Les arguments de Miles selon lesquels "Gary sera considéré comme un précurseur de la nouvelle littérature" est tentant. Mais, ce qui attire surtout l'auteur, et ce qui le pousse à signer le contrat, c'est qu'il pense que "ce
n'était plus possible pour la littérature de tourner le dos au monde
afin de se préserver face aux nouveaux modes de communication et aux
nouveaux supports". Bref, il faut savoir vivre avec son temps et évoluer avec lui.
Pour Ruth, cette proposition est synonyme de pont d'or. Selon elle, "un livre doit être consommé avec impatience", tout comme les émissions télévisuelles dont on nous "gave" à longueurs de journées. Il est "un produit de consommation comme un autre"
qu'il s'agit de savoir exploiter comme il faut. Seul bémol, pour
pimenter l'émission, la production a décidé d'y ajouter un grain de
sable en la personne d'une journaliste, Alana, dont le principal atout
est de faire trembler les hormones de Gary…
Or, subir les caméras vingt quatre
heures sur vingt quatre, obéir aux injonctions fumeuses de la
production, et surtout, construire un roman selon le bon vouloir des
"télé-lecteurs" qui, à partir d'un simple "j'aime, je partage" sont
devenus les maîtres du livre en construction, faiblissent l' engouement
de départ de Montaigu:
"La littérature était enfin à la
portée de tous et reflétait la société. Mais cette intrusion
systématique dans son travail était insupportable. Il ne savait plus où
il en était."
On entre alors dans "le tel est pris qui croyait prendre". Gary Montaigu résiste, refuse, ne veut pas abandonner "le souffle de son écriture " au profit de "choses sans enjeu". Et surtout, se pose désormais une question essentielle: est-ce que la téléréalité est vraiment "le mythe fondateur à venir"?
Pia Petersen oppose l'écriture du roman,
acte fondamentalement solitaire, avec le monde de la téléréalité où "la
masse" choisit et ordonne via écrans interposés: "l'anti héros
avait fini par tuer le héros. L'homme ordinaire était devenu le nouveau
héros, le type même de la téléréalité. C'était lui maintenant qui
définissait la norme de ce qui était bien ou mal." L'être humain lambda est devenu l'incarnation de l'"homme positif".

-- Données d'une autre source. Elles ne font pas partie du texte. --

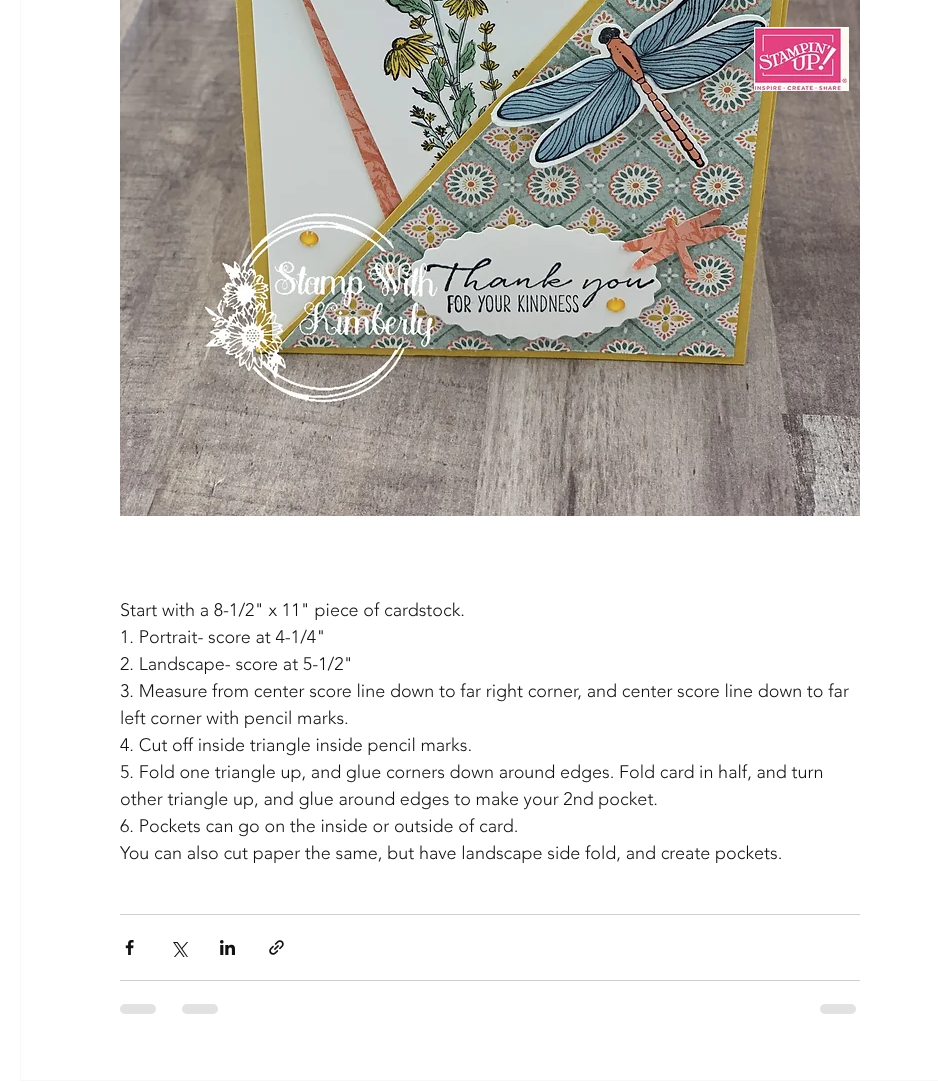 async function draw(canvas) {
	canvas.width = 938;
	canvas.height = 1083;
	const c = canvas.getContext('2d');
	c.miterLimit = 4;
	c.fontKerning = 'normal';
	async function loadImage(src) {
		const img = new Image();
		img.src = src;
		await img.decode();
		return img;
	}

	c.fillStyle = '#fff';
	c.fillRect(0, 0, 938, 1083);
	c.strokeStyle = '#f8f8fc';
	c.strokeRect(20.5, -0.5, 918, 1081);
	c.drawImage(await loadImage('img2.png'), 120, 0, 740, 516);
	c.drawImage(await loadImage('img1.png'), 754, 27, 95, 64);
	c.font = '300 18px "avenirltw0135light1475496"';
	c.fillStyle = '#111';
	for (const [text, x, y] of [
		['Start with a 8-1/2" x 11" piece of cardstock.', 120, 616],
		['1. Portrait- score at 4-1/4"', 120, 643],
		['2. Landscape- score at 5-1/2"', 120, 670],
		['3. Measure from center score line down to far right corner, and center score line down to far', 120, 697],
		['left corner with pencil marks.', 120, 724],
		['4. Cut off inside triangle inside pencil marks.', 120, 751],
		['5. Fold one triangle up, and glue corners down around edges. Fold card in half, and turn', 120, 778],
		['other triangle up, and glue around edges to make your 2nd pocket.', 120, 805],
		['6. Pockets can go on the inside or outside of card.', 120, 832],
		['You can also cut paper the same, but have landscape side fold, and create pockets.', 120, 859],
	]) {
		c.fillText(text, x, y);
	}
	c.fillStyle = '#cfcfcf';
	c.fillRect(120, 914, 740, 1);
	c.drawImage(await loadImage('img3.png'), 125, 940, 9, 15);
	c.drawImage(await loadImage('img4.png'), 173, 942, 15, 15);
	c.drawImage(await loadImage('img5.png'), 220, 940, 15, 15);
	c.drawImage(await loadImage('img6.png'), 269, 940, 15, 15);
	c.fillRect(120, 980, 740, 1);
	c.fillStyle = '#e2e2e2';
	c.beginPath();
	c.roundRect(120, 1004, 36, 10, 5);
	c.fill();
	c.beginPath();
	c.roundRect(182, 1004, 36, 10, 5);
	c.fill();
	c.beginPath();
	c.roundRect(820, 1004, 36, 10, 5);
	c.fill();
}

draw(document.querySelector('canvas'));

L'écrivain a une relation authentique
avec son roman: il l'a modelé, changé, bercé pendant des mois. Il
connaît tous ses "recoins", se souvient des souffrances ou des instants
de doutes qu'il a engendrés. Mais si le roman devient l'affaire de tous,
alors le romancier n'est plus que le nègre des internautes, le forçat
de l'écriture. Il renonce a ce qu'il possède de plus intime pour écrire
ce qu'on attend de sa part. Seulement, cette forme d'écriture
deviendrait "fade, sans intérêt, sans enjeu", une coquille vide.
Un écrivain, un vrai
est une fiction quasi réelle. Le contexte proposé est fort plausible
car la télévision d'aujourd'hui nous rappelle chaque jour que tous les
genres d'émissions sont possibles. Ce roman propose une réflexion sur le
télescopage des deux mondes, l'écrit et le visuel, avec les dommages
collatéraux qu'il engendre. Et c'est Alain Mabanckou, auteur bien réel,
et ami de Gary Montaigu, auteur fictif, qui pose les limites de ces deux
mondes:
"Alain l'engueula sévèrement. Et nos
rêves de folie littéraire, de tout ce qu'on s'est promis d'apporter au
monde. Qu'en fais-tu de ça? Hein? Et notre rébellion? Notre bataille? La
guérilla? Et l'avenir que nous devons inventer? Pourquoi? Il donnait
des coups sur la table de sa main. Comment veux-tu qu'on te prenne au
sérieux?"
Avec sa prose bien à elle, avare en
dialogues mais riche en introspection, Pia Petersen propose une
réflexion justifiée sur les dérives de notre société et le concept du
"roman participatif".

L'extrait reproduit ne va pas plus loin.